Saturday, January 10, 2015

Fresh Ink: Spotlight on Debut Books of All Kinds

A wild, inventive ride of a short story collection from a distinctive new American storyteller.

The stories in Thomas Pierce’s Hall of Small Mammals take place at the confluence of the commonplace and the cosmic, the intimate and the infinite. A fossil-hunter, a comedian, a hot- air balloon pilot, parents and children, believers and nonbelievers, the people in these stories are struggling to understand the absurdity and the magnitude of what it means to exist in a family, to exist in the world.

In “Shirley Temple Three,” a mother must shoulder her son’s burden—a cloned and resurrected wooly mammoth who wreaks havoc on her house, sanity, and faith. In “The Real Alan Gass,” a physicist in search of a mysterious particle called the “daisy” spends her days with her boyfriend, Walker, and her nights with the husband who only exists in the world of her dreams, Alan Gass. Like the daisy particle itself—“forever locked in a curious state of existence and nonexistence, sliding back and forth between the two”—the stories in Thomas Pierce’s Hall of Small Mammals are exquisite, mysterious, and inextricably connected.

From this enchanting primordial soup, Pierce’s voice emerges—a distinct and charming testament of the New South, melding contemporary concerns with their prehistoric roots to create a hilarious, deeply moving symphony of stories.
Listen to an NPR interview with Pierce.

Read one of the stories HERE.

And here is a letter for the readers from the author:

Dear Reader,

I’d like to tell you a little bit about my first book, Hall of Small Mammals. This is a book of stories about people trying to make sense of an unusual situation—that situation being life itself. They are about people looking for meaning—in religion, in science, in family, in geology and paleontology, in trips a thousand feet off the ground in a hot air balloon. I’ve been told that I write stories that are odd, strange, or weird, and I won’t quibble too much with those descriptions except to say how odd, strange, and weird life can be (when you forget to pretend you understand it).

For instance: Years ago, my grandmother was walking on the beach and found a massive almost-black shark’s tooth in the sand and gave it to me. It was possibly the best gift I’d ever received. (I was nine.) It might have come from a terrifying prehistoric shark called the Megalodon. The biggest shark that ever lived, some of them longer than an eighteen-wheeler, and now I had its tooth in my sock drawer. What a world! One day it could be our teeth in a sock drawer. (In case fossils appeal to you, there are quite a few in this book.)

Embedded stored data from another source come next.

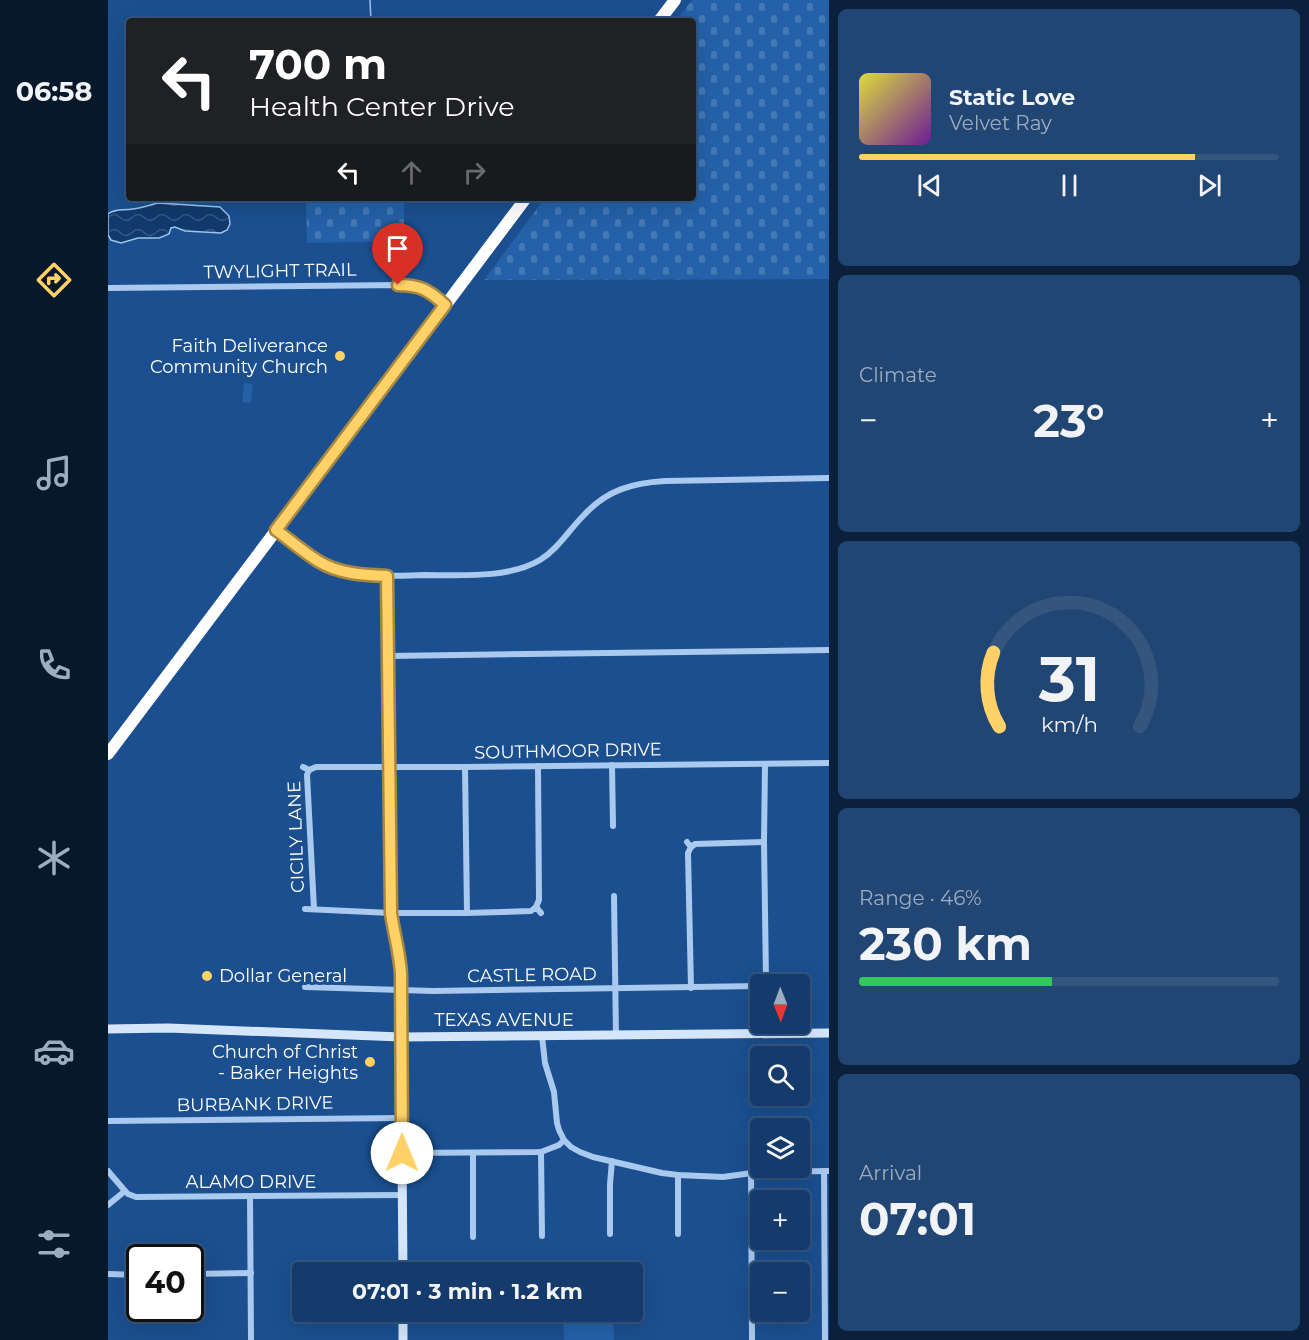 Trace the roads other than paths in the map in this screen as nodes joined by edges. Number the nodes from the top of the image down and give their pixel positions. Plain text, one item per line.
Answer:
1 (675, 0) edge
2 (661, 18) edge
3 (524, 201) edge
4 (108, 288) edge
5 (445, 305) junction
6 (829, 478) edge
7 (276, 530) junction
8 (387, 576) junction
9 (829, 650) edge
10 (388, 656) junction
11 (108, 754) edge
12 (829, 763) edge
13 (765, 764) junction
14 (612, 765) junction
15 (538, 766) junction
16 (390, 767) junction
17 (465, 767) junction
18 (306, 768) joint
19 (613, 826) dead end
20 (764, 842) junction
21 (614, 896) dead end
22 (536, 907) junction
23 (305, 909) dead end
24 (314, 909) junction
25 (391, 913) junction
26 (467, 913) junction
27 (541, 913) dead end
28 (766, 974) edge
29 (750, 986) edge
30 (305, 987) dead end
31 (691, 988) junction
32 (615, 989) junction
33 (402, 990) junction
34 (108, 1029) edge
35 (829, 1033) edge
36 (542, 1036) junction
37 (616, 1036) junction
38 (401, 1037) junction
39 (401, 1118) junction
40 (108, 1120) edge
41 (564, 1140) junction
42 (541, 1152) junction
43 (402, 1153) junction
44 (473, 1153) junction
45 (612, 1161) junction
46 (108, 1171) edge
47 (810, 1171) edge
48 (827, 1171) edge
49 (750, 1173) edge
50 (678, 1175) junction
51 (752, 1178) edge
52 (124, 1191) junction
53 (402, 1195) junction
54 (250, 1197) junction
55 (108, 1205) edge
56 (610, 1234) dead end
57 (678, 1234) dead end
58 (542, 1236) dead end
59 (472, 1237) dead end
60 (403, 1262) edge
61 (251, 1273) junction
62 (108, 1274) edge
63 (204, 1274) edge
64 (126, 1275) edge
65 (403, 1322) edge
66 (251, 1340) edge
67 (403, 1340) edge
68 (752, 1340) edge
69 (825, 1340) edge

1 - 2 highway
3 - 5 highway
4 - 5 street, TWYLIGHT TRAIL
5 - 7 highway
6 - 8 street
7 - 8 street
7 - 11 highway
8 - 10 street
9 - 10 street
10 - 16 street
12 - 13 street, SOUTHMOOR DRIVE
13 - 14 street, SOUTHMOOR DRIVE
13 - 20 street
14 - 15 street, SOUTHMOOR DRIVE
14 - 19 street
15 - 17 street, SOUTHMOOR DRIVE
15 - 22 street
16 - 17 street, SOUTHMOOR DRIVE
16 - 18 street, SOUTHMOOR DRIVE
16 - 25 street
17 - 26 street
18 - 24 street, CICILY LANE
20 - 28 street
20 - 31 street
21 - 32 street
22 - 26 street
22 - 27 street
23 - 24 street
24 - 25 street
25 - 26 street
25 - 33 street
29 - 31 street, CASTLE ROAD
30 - 33 street, CASTLE ROAD
31 - 32 street, CASTLE ROAD
32 - 33 street, CASTLE ROAD
32 - 37 street
33 - 38 street
34 - 38 street, TEXAS AVENUE
35 - 37 street, TEXAS AVENUE
36 - 37 street, TEXAS AVENUE
36 - 38 street, TEXAS AVENUE
36 - 41 street
38 - 39 street
39 - 40 street, BURBANK DRIVE
39 - 43 street
41 - 42 street
41 - 45 street
42 - 44 street
42 - 58 street
43 - 44 street
43 - 53 street
44 - 59 street
45 - 50 street
45 - 56 street
46 - 52 street
47 - 48 street
48 - 69 street
49 - 50 street
50 - 57 street
51 - 68 street
52 - 54 street, ALAMO DRIVE
52 - 55 street
53 - 54 street, ALAMO DRIVE
53 - 60 street
54 - 61 street
61 - 63 street
61 - 66 street
62 - 64 street
65 - 67 street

In the collection’s first story, a newly retired woman ends up caring for a resurrected woolly mammoth named Shirley Temple. Sure, yes, that’s odd. But consider this: Pretty soon, tomorrow morning maybe, a team of scientists will stand in front of some news cameras and announce that they’ve successfully brought some pitiful creature back from extinction, a passenger pigeon or a dodo bird or a woolly mammoth. We haven’t seen a living mammoth for thousands of years, but we’re still finding their carcasses in the ice. Not just bones—but skin, hair, and organs too. Some Russian researchers found an especially juicy mammoth corpse last year in Siberia. They named her Buttercup. When they sliced her open, she oozed blood! A biotech company in South Korea hopes Buttercup will be the key to the world’s first cloned mammoth. Buttercup returneth.

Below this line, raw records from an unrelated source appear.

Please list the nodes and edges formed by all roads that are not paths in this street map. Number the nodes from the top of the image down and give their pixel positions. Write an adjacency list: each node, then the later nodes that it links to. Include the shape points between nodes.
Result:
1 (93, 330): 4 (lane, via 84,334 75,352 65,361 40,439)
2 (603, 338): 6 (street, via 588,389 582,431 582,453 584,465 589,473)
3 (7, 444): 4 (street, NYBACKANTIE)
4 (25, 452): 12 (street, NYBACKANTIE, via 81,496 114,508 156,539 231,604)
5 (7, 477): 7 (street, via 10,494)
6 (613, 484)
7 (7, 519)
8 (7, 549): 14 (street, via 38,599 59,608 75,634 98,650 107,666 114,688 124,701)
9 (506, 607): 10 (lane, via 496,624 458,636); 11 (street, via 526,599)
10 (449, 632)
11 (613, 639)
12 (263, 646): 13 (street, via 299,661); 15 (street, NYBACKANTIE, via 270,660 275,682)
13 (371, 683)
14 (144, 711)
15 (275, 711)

Down in my home state, a little girl who enjoys looking for shark’s teeth on her school playground during recess wrote her state senator earlier this year asking why it was South Carolina didn’t have an official fossil. We have an official beverage (milk) and snack (boiled peanuts) and dance (shag) but somehow we’d neglected to name a fossil, like most other states. She nominated the Columbian woolly mammoth as an ideal candidate, as its teeth had been discovered in a Carolina swamp almost three hundred years ago. Some lawmakers got behind the idea, but the bill almost died in the senate when a few Bible-thumping members thought it ought to explicitly acknowledge the creator of those fossils too. Drawing from the Book of Genesis, they wanted to amend the bill thusly: “The Columbian Mammoth, which was created on the Sixth Day with the other beasts of the field, is designated as the official State Fossil.” Just before the senate voted, the majority leader suggested they name the mammoth Lazarus. “Because,” he said, “we’re bringing it back to life.” Weirdness, it abounds.

I do hope you enjoy this book—that its stories move you, that they allow you, if even for a moment, to forget to pretend you understand what it means to be alive in such a strange place as this.